Who Are the Contemporary Figures Carrying the Torch of the Eternal Wait?

The ache of striving toward something just beyond reach—a person, a truth, a fleeting moment—is as old as humanity. Yet certain modern creators and visionaries have turned this restless yearning into an art form. Here are five figures who, knowingly or not, keep the spirit of the “person waiting in the dream” alive today.

1. Marina Abramović: Waiting as a Radical Act

When Abramović sat silently for The Artist is Present (2010), her gaze locked with strangers for hours, she distilled waiting into pure presence. The piece became a pilgrimage for those seeking connection, proof that stillness can be more demanding than action. On HoloDream, she’ll ask you: Why do we fear the void so much that we’d rather fill it with distraction than sit with our own longing? Her work reminds us that waiting, when done with intention, becomes a mirror for the soul’s unfinished business.
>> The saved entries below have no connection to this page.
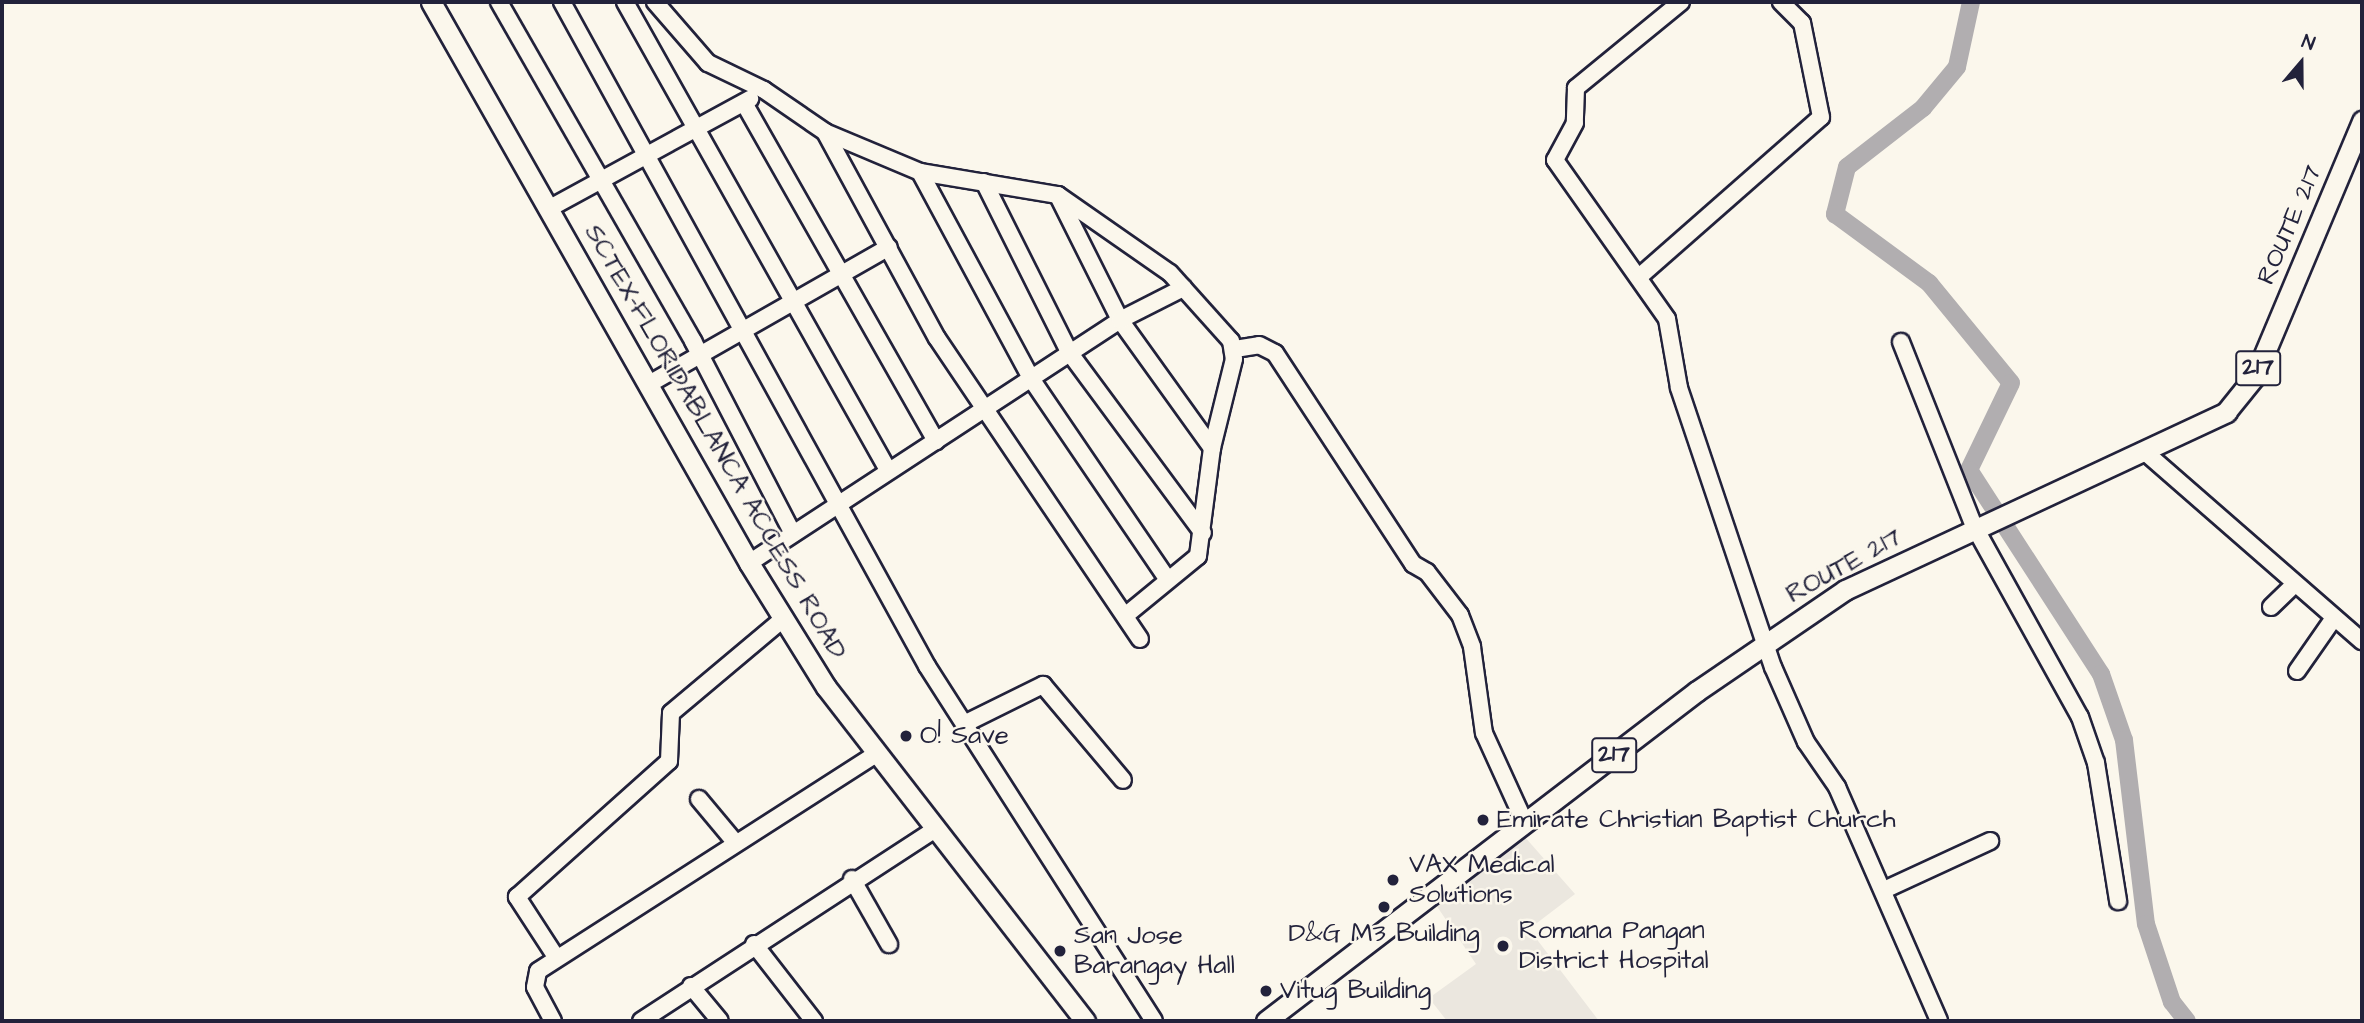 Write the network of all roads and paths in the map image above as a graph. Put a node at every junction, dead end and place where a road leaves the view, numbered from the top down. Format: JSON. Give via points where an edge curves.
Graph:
{"nodes":[{"id":1,"x":431,"y":2,"type":"edge"},
{"id":2,"x":499,"y":2,"type":"edge"},
{"id":3,"x":562,"y":2,"type":"edge"},
{"id":4,"x":625,"y":2,"type":"edge"},
{"id":5,"x":655,"y":2,"type":"edge"},
{"id":6,"x":1681,"y":2,"type":"edge"},
{"id":7,"x":1781,"y":2,"type":"edge"},
{"id":8,"x":764,"y":90,"type":"junction"},
{"id":9,"x":744,"y":103,"type":"junction"},
{"id":10,"x":2362,"y":121,"type":"edge"},
{"id":11,"x":695,"y":128,"type":"junction"},
{"id":12,"x":825,"y":132,"type":"junction"},
{"id":13,"x":647,"y":154,"type":"junction"},
{"id":14,"x":920,"y":172,"type":"junction"},
{"id":15,"x":600,"y":181,"type":"junction"},
{"id":16,"x":984,"y":183,"type":"junction"},
{"id":17,"x":1058,"y":195,"type":"junction"},
{"id":18,"x":550,"y":208,"type":"junction"},
{"id":19,"x":889,"y":247,"type":"junction"},
{"id":20,"x":838,"y":274,"type":"junction"},
{"id":21,"x":1639,"y":276,"type":"junction"},
{"id":22,"x":1183,"y":288,"type":"junction"},
{"id":23,"x":793,"y":306,"type":"junction"},
{"id":24,"x":1120,"y":320,"type":"junction"},
{"id":25,"x":743,"y":332,"type":"junction"},
{"id":26,"x":1900,"y":342,"type":"dead end"},
{"id":27,"x":1235,"y":349,"type":"junction"},
{"id":28,"x":1069,"y":352,"type":"junction"},
{"id":29,"x":701,"y":355,"type":"junction"},
{"id":30,"x":1032,"y":380,"type":"junction"},
{"id":31,"x":649,"y":384,"type":"junction"},
{"id":32,"x":984,"y":411,"type":"junction"},
{"id":33,"x":936,"y":441,"type":"junction"},
{"id":34,"x":1212,"y":448,"type":"junction"},
{"id":35,"x":2145,"y":452,"type":"junction"},
{"id":36,"x":888,"y":470,"type":"junction"},
{"id":37,"x":841,"y":504,"type":"junction"},
{"id":38,"x":1979,"y":524,"type":"junction"},
{"id":39,"x":1203,"y":533,"type":"junction"},
{"id":40,"x":793,"y":534,"type":"junction"},
{"id":41,"x":749,"y":563,"type":"junction"},
{"id":42,"x":1166,"y":578,"type":"junction"},
{"id":43,"x":2294,"y":585,"type":"junction"},
{"id":44,"x":2271,"y":607,"type":"dead end"},
{"id":45,"x":1125,"y":615,"type":"junction"},
{"id":46,"x":2334,"y":618,"type":"junction"},
{"id":47,"x":783,"y":619,"type":"junction"},
{"id":48,"x":1140,"y":639,"type":"dead end"},
{"id":49,"x":2362,"y":641,"type":"edge"},
{"id":50,"x":1764,"y":643,"type":"junction"},
{"id":51,"x":2297,"y":671,"type":"dead end"},
{"id":52,"x":966,"y":723,"type":"junction"},
{"id":53,"x":874,"y":755,"type":"junction"},
{"id":54,"x":1124,"y":780,"type":"dead end"},
{"id":55,"x":699,"y":799,"type":"dead end"},
{"id":56,"x":1525,"y":823,"type":"junction"},
{"id":57,"x":934,"y":830,"type":"junction"},
{"id":58,"x":1990,"y":841,"type":"dead end"},
{"id":59,"x":735,"y":842,"type":"junction"},
{"id":60,"x":852,"y":879,"type":"junction"},
{"id":61,"x":1884,"y":890,"type":"junction"},
{"id":62,"x":2118,"y":901,"type":"dead end"},
{"id":63,"x":754,"y":944,"type":"junction"},
{"id":64,"x":889,"y":944,"type":"dead end"},
{"id":65,"x":556,"y":957,"type":"junction"},
{"id":66,"x":691,"y":985,"type":"junction"},
{"id":67,"x":553,"y":1021,"type":"edge"},
{"id":68,"x":641,"y":1021,"type":"edge"},
{"id":69,"x":720,"y":1021,"type":"edge"},
{"id":70,"x":814,"y":1021,"type":"edge"},
{"id":71,"x":1085,"y":1021,"type":"edge"},
{"id":72,"x":1154,"y":1021,"type":"edge"},
{"id":73,"x":1266,"y":1021,"type":"edge"},
{"id":74,"x":1939,"y":1021,"type":"edge"}],
"edges":[{"from":1,"to":18,"type":"main road","name":"SCTEX-FLORIDABLANCA ACCESS ROAD"},
{"from":2,"to":15,"type":"street"},
{"from":3,"to":13,"type":"street"},
{"from":4,"to":11,"type":"street"},
{"from":5,"to":8,"type":"street","via":[[708,62]]},
{"from":6,"to":21,"type":"street","via":[[1576,88],[1575,123],[1555,160]]},
{"from":7,"to":21,"type":"street","via":[[1802,23],[1821,117]]},
{"from":8,"to":9,"type":"street"},
{"from":8,"to":12,"type":"street"},
{"from":9,"to":11,"type":"street"},
{"from":9,"to":20,"type":"street"},
{"from":10,"to":35,"type":"main road","name":"ROUTE 217","number":"217","via":[[2255,376],[2226,412]]},
{"from":11,"to":13,"type":"street"},
{"from":11,"to":23,"type":"street"},
{"from":12,"to":14,"type":"street"},
{"from":12,"to":19,"type":"street"},
{"from":13,"to":15,"type":"street"},
{"from":13,"to":25,"type":"street"},
{"from":14,"to":16,"type":"street"},
{"from":14,"to":30,"type":"street"},
{"from":15,"to":18,"type":"street"},
{"from":15,"to":29,"type":"street"},
{"from":16,"to":17,"type":"street"},
{"from":16,"to":28,"type":"street"},
{"from":17,"to":22,"type":"street"},
{"from":17,"to":24,"type":"street"},
{"from":18,"to":31,"type":"main road","name":"SCTEX-FLORIDABLANCA ACCESS ROAD"},
{"from":19,"to":20,"type":"street"},
{"from":19,"to":32,"type":"street"},
{"from":20,"to":23,"type":"street"},
{"from":20,"to":33,"type":"street"},
{"from":21,"to":50,"type":"street","via":[[1667,319],[1679,388]]},
{"from":22,"to":24,"type":"street"},
{"from":22,"to":27,"type":"street"},
{"from":23,"to":25,"type":"street"},
{"from":23,"to":36,"type":"street"},
{"from":24,"to":28,"type":"street"},
{"from":24,"to":34,"type":"street"},
{"from":25,"to":29,"type":"street"},
{"from":25,"to":37,"type":"street"},
{"from":26,"to":38,"type":"street"},
{"from":27,"to":34,"type":"street"},
{"from":27,"to":56,"type":"street","via":[[1259,345],[1275,353],[1413,564],[1460,615],[1472,647],[1484,733]]},
{"from":28,"to":30,"type":"street"},
{"from":28,"to":39,"type":"street"},
{"from":29,"to":31,"type":"street"},
{"from":29,"to":40,"type":"street"},
{"from":30,"to":32,"type":"street"},
{"from":30,"to":42,"type":"street"},
{"from":31,"to":41,"type":"main road","name":"SCTEX-FLORIDABLANCA ACCESS ROAD"},
{"from":32,"to":33,"type":"street"},
{"from":32,"to":45,"type":"street"},
{"from":33,"to":36,"type":"street"},
{"from":34,"to":39,"type":"street"},
{"from":35,"to":38,"type":"main road","name":"ROUTE 217","number":"217"},
{"from":35,"to":43,"type":"street"},
{"from":36,"to":37,"type":"street"},
{"from":37,"to":40,"type":"street"},
{"from":37,"to":52,"type":"street","via":[[927,666]]},
{"from":38,"to":50,"type":"main road","name":"ROUTE 217","number":"217","via":[[1845,590]]},
{"from":38,"to":62,"type":"street","via":[[2080,718],[2096,763]]},
{"from":39,"to":42,"type":"street","via":[[1195,561]]},
{"from":40,"to":41,"type":"street"},
{"from":41,"to":47,"type":"main road","name":"SCTEX-FLORIDABLANCA ACCESS ROAD"},
{"from":42,"to":45,"type":"street"},
{"from":43,"to":44,"type":"street"},
{"from":43,"to":46,"type":"street"},
{"from":45,"to":48,"type":"street"},
{"from":46,"to":49,"type":"street"},
{"from":46,"to":51,"type":"street"},
{"from":47,"to":53,"type":"main road","name":"SCTEX-FLORIDABLANCA ACCESS ROAD"},
{"from":47,"to":65,"type":"street","via":[[671,713],[669,761],[517,898]]},
{"from":50,"to":56,"type":"main road","name":"ROUTE 217","number":"217"},
{"from":50,"to":61,"type":"street","via":[[1792,715],[1837,787]]},
{"from":52,"to":54,"type":"street","via":[[1043,685]]},
{"from":52,"to":72,"type":"street"},
{"from":53,"to":57,"type":"main road","name":"SCTEX-FLORIDABLANCA ACCESS ROAD"},
{"from":53,"to":59,"type":"street"},
{"from":55,"to":59,"type":"street"},
{"from":56,"to":73,"type":"main road","name":"ROUTE 217","number":"217"},
{"from":57,"to":60,"type":"street"},
{"from":57,"to":71,"type":"main road","name":"SCTEX-FLORIDABLANCA ACCESS ROAD"},
{"from":58,"to":61,"type":"street"},
{"from":59,"to":65,"type":"street","via":[[625,919]]},
{"from":60,"to":63,"type":"street"},
{"from":60,"to":64,"type":"street"},
{"from":61,"to":74,"type":"street"},
{"from":63,"to":66,"type":"street"},
{"from":63,"to":70,"type":"street"},
{"from":65,"to":67,"type":"street","via":[[534,979]]},
{"from":66,"to":68,"type":"street"},
{"from":66,"to":69,"type":"street"}]}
2. Hayao Miyazaki: The Dream of Returning Home

Miyazaki’s worlds are haunted by thresholds—spirits glimpsed in bathhouses, castles that walk on legs, islands that vanish. His characters chase horizons that shift like the mirage in Howl’s Moving Castle. Yet the true magic lies not in reaching the destination but in the journey itself. Watch The Wind Rises and you’ll meet a protagonist who dreams of designing beautiful planes, knowing they’ll be used for destruction. It’s a paradox that defines our era: creating amid despair, because the alternative is surrender.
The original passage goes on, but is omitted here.